[Collected data entries]
──────────

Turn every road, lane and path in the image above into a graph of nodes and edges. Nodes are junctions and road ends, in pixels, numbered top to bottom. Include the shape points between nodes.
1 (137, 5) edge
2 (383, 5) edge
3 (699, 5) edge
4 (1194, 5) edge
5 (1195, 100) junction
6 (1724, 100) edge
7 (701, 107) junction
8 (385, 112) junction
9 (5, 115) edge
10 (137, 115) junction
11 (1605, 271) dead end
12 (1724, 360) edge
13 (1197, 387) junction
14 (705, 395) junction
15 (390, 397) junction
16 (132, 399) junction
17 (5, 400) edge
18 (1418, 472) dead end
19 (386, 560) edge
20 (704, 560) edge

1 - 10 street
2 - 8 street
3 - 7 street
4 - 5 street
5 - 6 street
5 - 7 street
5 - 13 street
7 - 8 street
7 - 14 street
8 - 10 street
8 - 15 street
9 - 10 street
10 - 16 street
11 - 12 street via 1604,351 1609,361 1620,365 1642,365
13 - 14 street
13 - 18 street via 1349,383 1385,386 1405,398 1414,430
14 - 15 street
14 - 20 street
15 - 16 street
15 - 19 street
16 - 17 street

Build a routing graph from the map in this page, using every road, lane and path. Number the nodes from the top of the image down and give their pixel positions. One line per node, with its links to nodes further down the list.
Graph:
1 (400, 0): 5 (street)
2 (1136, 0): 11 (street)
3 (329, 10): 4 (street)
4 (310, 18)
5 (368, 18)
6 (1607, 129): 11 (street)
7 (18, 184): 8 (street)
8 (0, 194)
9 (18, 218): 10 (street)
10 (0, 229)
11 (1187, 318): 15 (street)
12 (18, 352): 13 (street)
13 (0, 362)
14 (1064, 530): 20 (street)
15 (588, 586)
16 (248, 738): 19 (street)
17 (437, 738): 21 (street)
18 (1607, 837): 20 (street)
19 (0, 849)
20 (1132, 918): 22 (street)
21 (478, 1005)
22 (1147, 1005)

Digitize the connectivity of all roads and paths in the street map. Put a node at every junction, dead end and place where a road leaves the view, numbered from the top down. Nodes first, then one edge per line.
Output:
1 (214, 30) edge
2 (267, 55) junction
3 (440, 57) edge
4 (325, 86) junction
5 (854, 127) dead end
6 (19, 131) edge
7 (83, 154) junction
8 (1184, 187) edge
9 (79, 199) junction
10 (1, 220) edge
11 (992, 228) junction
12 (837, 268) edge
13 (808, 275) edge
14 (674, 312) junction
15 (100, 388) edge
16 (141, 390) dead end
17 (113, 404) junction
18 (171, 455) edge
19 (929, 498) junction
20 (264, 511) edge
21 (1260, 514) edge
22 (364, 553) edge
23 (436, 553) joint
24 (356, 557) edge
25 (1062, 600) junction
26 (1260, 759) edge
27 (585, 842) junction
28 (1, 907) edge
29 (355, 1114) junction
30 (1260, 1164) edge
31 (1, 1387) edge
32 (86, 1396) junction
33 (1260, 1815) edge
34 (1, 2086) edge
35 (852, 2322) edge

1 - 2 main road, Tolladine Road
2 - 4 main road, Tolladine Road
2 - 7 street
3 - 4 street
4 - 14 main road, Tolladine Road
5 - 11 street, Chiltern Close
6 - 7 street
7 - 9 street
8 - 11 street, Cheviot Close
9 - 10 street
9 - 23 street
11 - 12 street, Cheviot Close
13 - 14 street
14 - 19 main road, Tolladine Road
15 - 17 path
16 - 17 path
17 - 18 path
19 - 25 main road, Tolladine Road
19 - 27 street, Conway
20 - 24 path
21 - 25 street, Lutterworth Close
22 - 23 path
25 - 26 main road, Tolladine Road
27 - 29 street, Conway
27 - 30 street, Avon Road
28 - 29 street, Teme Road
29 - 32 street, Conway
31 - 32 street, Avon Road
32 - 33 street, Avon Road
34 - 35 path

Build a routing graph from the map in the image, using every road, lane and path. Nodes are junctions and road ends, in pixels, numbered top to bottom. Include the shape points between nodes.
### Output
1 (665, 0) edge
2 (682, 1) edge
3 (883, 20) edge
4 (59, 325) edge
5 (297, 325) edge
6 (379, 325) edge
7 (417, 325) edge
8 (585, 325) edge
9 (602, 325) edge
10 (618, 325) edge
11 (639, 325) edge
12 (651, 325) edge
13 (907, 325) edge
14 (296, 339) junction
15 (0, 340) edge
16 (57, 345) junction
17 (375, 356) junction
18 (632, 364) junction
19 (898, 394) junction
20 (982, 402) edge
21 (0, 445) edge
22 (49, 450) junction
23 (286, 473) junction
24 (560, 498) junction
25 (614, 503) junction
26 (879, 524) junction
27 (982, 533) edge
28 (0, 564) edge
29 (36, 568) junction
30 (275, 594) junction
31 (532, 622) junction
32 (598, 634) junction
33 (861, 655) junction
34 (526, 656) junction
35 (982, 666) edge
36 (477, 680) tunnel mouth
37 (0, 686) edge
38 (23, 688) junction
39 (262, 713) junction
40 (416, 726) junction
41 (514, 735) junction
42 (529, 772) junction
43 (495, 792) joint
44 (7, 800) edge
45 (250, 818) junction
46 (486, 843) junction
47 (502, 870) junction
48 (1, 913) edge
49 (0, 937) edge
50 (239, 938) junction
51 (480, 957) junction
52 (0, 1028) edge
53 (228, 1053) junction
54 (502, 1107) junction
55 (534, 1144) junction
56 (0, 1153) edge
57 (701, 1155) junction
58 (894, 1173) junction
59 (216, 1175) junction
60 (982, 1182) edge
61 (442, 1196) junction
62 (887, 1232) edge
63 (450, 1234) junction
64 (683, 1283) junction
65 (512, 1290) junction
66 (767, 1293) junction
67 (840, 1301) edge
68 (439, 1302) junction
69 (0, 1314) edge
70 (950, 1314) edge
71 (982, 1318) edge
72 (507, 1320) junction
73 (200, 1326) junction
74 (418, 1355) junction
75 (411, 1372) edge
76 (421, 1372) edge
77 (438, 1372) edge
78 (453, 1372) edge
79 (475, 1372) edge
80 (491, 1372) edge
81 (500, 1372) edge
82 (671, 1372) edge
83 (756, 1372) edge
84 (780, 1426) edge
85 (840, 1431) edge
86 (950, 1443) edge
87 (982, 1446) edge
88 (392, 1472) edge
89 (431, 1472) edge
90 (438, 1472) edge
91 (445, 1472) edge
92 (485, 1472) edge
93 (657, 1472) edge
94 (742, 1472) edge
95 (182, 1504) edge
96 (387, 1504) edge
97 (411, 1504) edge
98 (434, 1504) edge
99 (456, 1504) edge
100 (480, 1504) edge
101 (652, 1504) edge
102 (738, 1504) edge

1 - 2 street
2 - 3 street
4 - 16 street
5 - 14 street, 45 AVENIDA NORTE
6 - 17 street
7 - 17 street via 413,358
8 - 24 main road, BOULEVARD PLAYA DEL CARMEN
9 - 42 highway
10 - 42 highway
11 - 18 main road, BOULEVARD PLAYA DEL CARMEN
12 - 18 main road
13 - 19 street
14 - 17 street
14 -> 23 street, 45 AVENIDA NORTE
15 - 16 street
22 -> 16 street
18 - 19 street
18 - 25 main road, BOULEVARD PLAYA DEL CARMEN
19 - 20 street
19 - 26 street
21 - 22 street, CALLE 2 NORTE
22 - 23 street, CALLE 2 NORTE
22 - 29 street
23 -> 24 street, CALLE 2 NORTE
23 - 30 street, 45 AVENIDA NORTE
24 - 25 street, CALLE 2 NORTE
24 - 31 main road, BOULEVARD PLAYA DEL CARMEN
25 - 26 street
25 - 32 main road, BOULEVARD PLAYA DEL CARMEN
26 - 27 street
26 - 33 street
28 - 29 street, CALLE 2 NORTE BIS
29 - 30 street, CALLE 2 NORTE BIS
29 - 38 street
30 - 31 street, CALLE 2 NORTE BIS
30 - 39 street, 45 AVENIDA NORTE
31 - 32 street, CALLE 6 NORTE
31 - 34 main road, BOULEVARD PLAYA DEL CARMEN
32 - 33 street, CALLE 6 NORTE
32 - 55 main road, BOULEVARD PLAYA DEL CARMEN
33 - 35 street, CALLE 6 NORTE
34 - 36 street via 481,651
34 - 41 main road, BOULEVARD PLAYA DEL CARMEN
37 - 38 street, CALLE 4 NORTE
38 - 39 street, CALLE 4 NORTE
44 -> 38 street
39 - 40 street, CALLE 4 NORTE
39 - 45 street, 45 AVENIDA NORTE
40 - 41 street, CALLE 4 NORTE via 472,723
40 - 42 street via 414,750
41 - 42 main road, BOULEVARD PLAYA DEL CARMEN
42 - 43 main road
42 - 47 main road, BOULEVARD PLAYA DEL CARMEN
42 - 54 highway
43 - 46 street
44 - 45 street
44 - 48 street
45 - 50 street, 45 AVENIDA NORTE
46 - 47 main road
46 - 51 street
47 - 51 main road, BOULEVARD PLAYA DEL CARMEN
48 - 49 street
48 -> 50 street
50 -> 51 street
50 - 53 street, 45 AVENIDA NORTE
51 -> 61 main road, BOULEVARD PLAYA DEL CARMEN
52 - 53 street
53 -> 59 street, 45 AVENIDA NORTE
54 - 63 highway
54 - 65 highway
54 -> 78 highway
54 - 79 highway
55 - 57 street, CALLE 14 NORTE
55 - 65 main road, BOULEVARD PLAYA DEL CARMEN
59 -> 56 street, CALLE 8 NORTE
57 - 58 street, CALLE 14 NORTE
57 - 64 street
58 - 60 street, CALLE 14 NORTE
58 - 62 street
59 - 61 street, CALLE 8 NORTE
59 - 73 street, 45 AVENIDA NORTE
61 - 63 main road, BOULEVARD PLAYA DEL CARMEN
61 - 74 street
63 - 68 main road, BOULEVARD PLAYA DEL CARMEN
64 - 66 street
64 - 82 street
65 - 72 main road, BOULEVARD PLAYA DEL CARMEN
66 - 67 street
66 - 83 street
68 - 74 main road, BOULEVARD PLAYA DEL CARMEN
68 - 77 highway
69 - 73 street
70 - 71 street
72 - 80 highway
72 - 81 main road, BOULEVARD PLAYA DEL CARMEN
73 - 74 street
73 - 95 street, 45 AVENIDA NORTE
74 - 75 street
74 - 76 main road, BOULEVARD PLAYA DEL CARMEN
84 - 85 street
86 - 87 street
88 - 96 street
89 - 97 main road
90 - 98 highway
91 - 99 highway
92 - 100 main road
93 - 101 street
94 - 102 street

──────────

▶ _Task details_: Say how many lines above hold the word "points", giving only the count.

▶ _Task output_: 2